What the task requires: In the records that follow, show each line where the word "Drive" is present.

[Opening The records section]

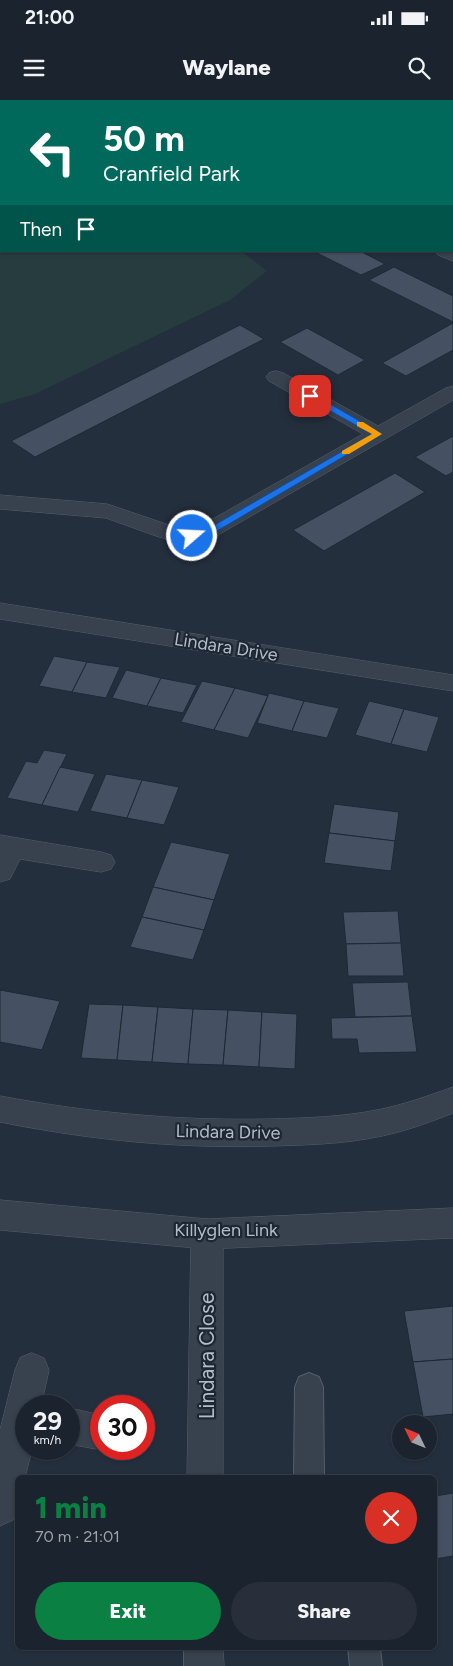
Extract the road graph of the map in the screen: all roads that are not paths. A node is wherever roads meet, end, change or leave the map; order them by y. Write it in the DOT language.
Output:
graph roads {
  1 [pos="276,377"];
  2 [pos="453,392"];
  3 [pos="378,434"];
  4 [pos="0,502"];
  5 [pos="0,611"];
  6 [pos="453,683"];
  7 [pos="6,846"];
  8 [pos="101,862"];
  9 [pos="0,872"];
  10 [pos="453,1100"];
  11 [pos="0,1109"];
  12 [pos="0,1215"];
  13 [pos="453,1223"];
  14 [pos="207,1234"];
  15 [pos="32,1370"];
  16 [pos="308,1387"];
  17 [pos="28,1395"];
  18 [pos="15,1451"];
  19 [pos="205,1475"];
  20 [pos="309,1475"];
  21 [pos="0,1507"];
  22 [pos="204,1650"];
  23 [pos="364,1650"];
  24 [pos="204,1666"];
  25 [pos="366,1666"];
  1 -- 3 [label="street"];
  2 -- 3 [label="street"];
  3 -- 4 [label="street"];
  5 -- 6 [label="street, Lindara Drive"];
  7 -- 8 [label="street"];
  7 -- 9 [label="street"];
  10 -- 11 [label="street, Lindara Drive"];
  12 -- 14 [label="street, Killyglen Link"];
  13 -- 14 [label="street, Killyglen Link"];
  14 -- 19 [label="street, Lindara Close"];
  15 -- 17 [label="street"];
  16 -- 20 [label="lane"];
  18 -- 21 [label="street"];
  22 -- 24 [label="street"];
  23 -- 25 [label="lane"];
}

[Closing The records section]

Output of the task:
  5 -- 6 [label="street, Lindara Drive"];
  10 -- 11 [label="street, Lindara Drive"];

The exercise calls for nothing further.